**Task prompt**
Print the entries below in their entirety, exactly as they are written.

(Stored data)
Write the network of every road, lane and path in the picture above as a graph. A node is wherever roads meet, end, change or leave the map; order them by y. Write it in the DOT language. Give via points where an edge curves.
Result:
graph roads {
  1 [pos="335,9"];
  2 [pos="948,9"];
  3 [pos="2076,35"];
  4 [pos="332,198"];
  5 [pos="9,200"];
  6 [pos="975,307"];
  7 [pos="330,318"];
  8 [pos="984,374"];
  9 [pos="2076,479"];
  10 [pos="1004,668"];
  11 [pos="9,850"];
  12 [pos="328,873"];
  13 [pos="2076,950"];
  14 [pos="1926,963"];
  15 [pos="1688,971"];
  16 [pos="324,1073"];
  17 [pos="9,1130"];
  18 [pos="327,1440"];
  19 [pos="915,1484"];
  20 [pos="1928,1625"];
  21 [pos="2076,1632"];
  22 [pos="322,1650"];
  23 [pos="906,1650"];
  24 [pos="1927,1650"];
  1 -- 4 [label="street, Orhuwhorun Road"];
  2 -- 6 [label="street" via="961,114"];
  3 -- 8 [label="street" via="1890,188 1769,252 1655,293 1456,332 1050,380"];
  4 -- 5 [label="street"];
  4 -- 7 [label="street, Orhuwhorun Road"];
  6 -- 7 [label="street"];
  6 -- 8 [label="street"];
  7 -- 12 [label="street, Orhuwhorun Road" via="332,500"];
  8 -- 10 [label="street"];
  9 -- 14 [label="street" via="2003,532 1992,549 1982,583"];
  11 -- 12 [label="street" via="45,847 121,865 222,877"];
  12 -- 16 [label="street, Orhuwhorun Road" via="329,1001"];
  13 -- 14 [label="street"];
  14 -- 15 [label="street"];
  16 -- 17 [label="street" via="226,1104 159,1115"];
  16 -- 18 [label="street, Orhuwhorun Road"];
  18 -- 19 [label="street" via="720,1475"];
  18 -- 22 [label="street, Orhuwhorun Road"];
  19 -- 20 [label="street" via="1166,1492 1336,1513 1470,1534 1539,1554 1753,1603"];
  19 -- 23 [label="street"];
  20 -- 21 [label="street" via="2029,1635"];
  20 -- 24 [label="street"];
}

**Exercise response**
Write the network of every road, lane and path in the picture above as a graph. A node is wherever roads meet, end, change or leave the map; order them by y. Write it in the DOT language. Give via points where an edge curves.
Result:
graph roads {
  1 [pos="335,9"];
  2 [pos="948,9"];
  3 [pos="2076,35"];
  4 [pos="332,198"];
  5 [pos="9,200"];
  6 [pos="975,307"];
  7 [pos="330,318"];
  8 [pos="984,374"];
  9 [pos="2076,479"];
  10 [pos="1004,668"];
  11 [pos="9,850"];
  12 [pos="328,873"];
  13 [pos="2076,950"];
  14 [pos="1926,963"];
  15 [pos="1688,971"];
  16 [pos="324,1073"];
  17 [pos="9,1130"];
  18 [pos="327,1440"];
  19 [pos="915,1484"];
  20 [pos="1928,1625"];
  21 [pos="2076,1632"];
  22 [pos="322,1650"];
  23 [pos="906,1650"];
  24 [pos="1927,1650"];
  1 -- 4 [label="street, Orhuwhorun Road"];
  2 -- 6 [label="street" via="961,114"];
  3 -- 8 [label="street" via="1890,188 1769,252 1655,293 1456,332 1050,380"];
  4 -- 5 [label="street"];
  4 -- 7 [label="street, Orhuwhorun Road"];
  6 -- 7 [label="street"];
  6 -- 8 [label="street"];
  7 -- 12 [label="street, Orhuwhorun Road" via="332,500"];
  8 -- 10 [label="street"];
  9 -- 14 [label="street" via="2003,532 1992,549 1982,583"];
  11 -- 12 [label="street" via="45,847 121,865 222,877"];
  12 -- 16 [label="street, Orhuwhorun Road" via="329,1001"];
  13 -- 14 [label="street"];
  14 -- 15 [label="street"];
  16 -- 17 [label="street" via="226,1104 159,1115"];
  16 -- 18 [label="street, Orhuwhorun Road"];
  18 -- 19 [label="street" via="720,1475"];
  18 -- 22 [label="street, Orhuwhorun Road"];
  19 -- 20 [label="street" via="1166,1492 1336,1513 1470,1534 1539,1554 1753,1603"];
  19 -- 23 [label="street"];
  20 -- 21 [label="street" via="2029,1635"];
  20 -- 24 [label="street"];
}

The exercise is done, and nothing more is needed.